Thank fuck for central sewage systems. As long as she didn’t block the pipes in the house – and she’d cut the pieces small to make sure that didn’t happen – everything here, all of this incriminating evidence, would end up at a public sewage treatment centre, no possible way to ever trace it back to her, or this house. Not that they would ever be found anyway; people flushed all sorts of things. It would all be filtered out of the sewage and end up in some landfill somewhere, or even incinerated. As close to disappearing as it was possible to get. No traces. Air-tight, iron-clad. It never happened.
Pip grabbed the clear bag of the remaining Rohypnol pills first; she didn’t like the way they were looking at her, and she didn’t trust herself around them. She grabbed a small handful of cut-up material too and, treading quietly, she walked across to the bathroom, closed the door, lowered her hands into the toilet bowl and dropped it all in.
She flushed, and watched it disappear, the pills the last thing to be sucked away by the whirlpool. Her family shouldn’t wake; they slept like the dead. And the flush was quiet, especially with the bathroom door shut.
The toilet bowl refilled as normal. Good. She shouldn’t try to push it, keep it to a small handful each time, and leave several minutes between every flush, so there was no build up anywhere in the pipes.
Pip quickly worked it out in her head. She had this toilet here, in the upstairs family bathroom, and the one downstairs near the front door. Two toilets, small handfuls, that large pile of evidence. This was going to take a while. But she had to be done before her family woke up. On the flip side, she couldn’t let her exhaustion make her rush, take too much at a time and cause a blockage in the pipes.
Pip went back for a second handful, sharing it between her cupped hands as she crept down the stairs – skipped the third step – and flushed it down the toilet.
Alternating trips, to the bathroom, and to the downstairs toilet, leaving enough time between each to refill. Doubting herself every time she flushed, that brief second of panic where it seemed like the toilet wasn’t refilling and oh shit she must have blocked it, she was finished, it was over, but the water always came back.
She wondered if the fire service had called the police in as soon as they saw the burned-out car and smelled the accelerant. It was a clear case of arson. Or would they wait, until they had the fire under control, and could see the bloody concrete floor in the ruined building?
Another handful. Another flush. Pip resting her mind in the repetition, just letting her hands do all the work for her, all the thinking. Up and down, to the pile and out.

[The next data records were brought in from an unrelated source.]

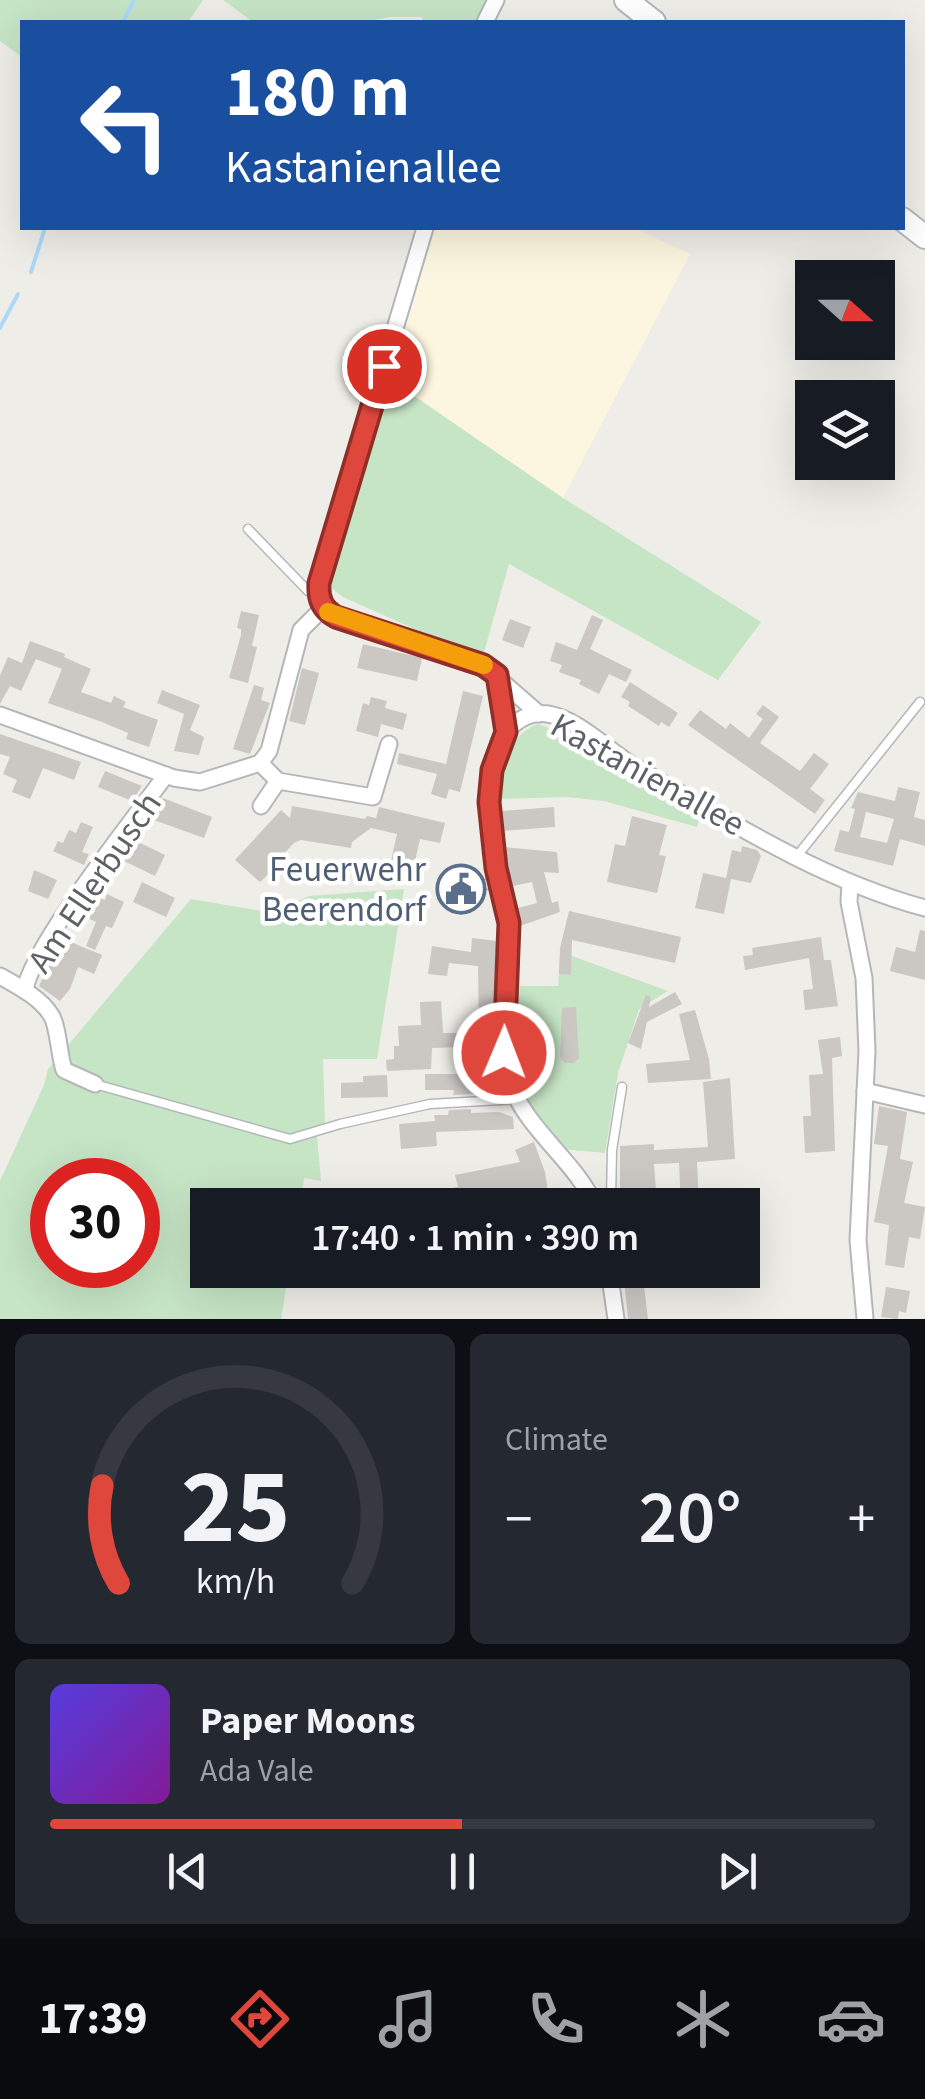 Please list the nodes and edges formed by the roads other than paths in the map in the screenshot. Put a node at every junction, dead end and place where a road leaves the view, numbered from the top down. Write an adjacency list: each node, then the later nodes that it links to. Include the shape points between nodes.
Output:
1 (626, 0): 2 (main road)
2 (651, 20)
3 (905, 220): 5 (main road)
4 (425, 230): 7 (street, via 319,583)
5 (925, 237)
6 (248, 529): 7 (lane)
7 (321, 602): 8 (street, Kastanienallee, via 336,617); 14 (street, via 301,630 269,751)
8 (497, 675): 10 (street, Kastanienallee); 12 (street)
9 (920, 702): 18 (lane)
10 (538, 714): 12 (street); 18 (street, Kastanienallee, via 580,729)
11 (0, 715): 15 (street, Am Ellerbusch)
12 (506, 732): 19 (street, via 489,788)
13 (389, 744): 16 (street, via 373,797)
14 (260, 763): 15 (street, Am Ellerbusch, via 200,782); 16 (street)
15 (166, 775): 24 (street, Am Ellerbusch, via 50,936)
16 (278, 781): 17 (street)
17 (261, 806)
18 (797, 856): 20 (street, Kastanienallee)
19 (500, 883): 21 (lane); 28 (street, via 509,923 504,1053)
20 (850, 883): 22 (street, Kastanienallee); 27 (street, via 864,978)
21 (472, 886)
22 (925, 908)
23 (0, 976): 24 (street, Am Ellerbusch)
24 (25, 991): 25 (street, Am Ellerbusch, via 52,1016 64,1070)
25 (95, 1084): 28 (lane, via 290,1139 430,1104)
26 (622, 1088): 31 (lane)
27 (865, 1091): 29 (street); 34 (street, via 858,1240)
28 (518, 1099): 30 (street)
29 (925, 1105)
30 (583, 1188)
31 (611, 1188)
32 (612, 1288): 33 (street)
33 (616, 1319)
34 (865, 1319)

At 6 a.m., her mind stirred back to life behind her dried-out eyes, wondering if the police were now just arriving at the smoky scene, nodding as the firefighters pointed out the obvious signs of foul play. It was clear someone had been badly hurt here, maybe even killed. Look at that hammer, we think that might have been the weapon. Were they starting their searches of the surrounding area? It wouldn’t take long for them to find the tarp, and the dead man inside it.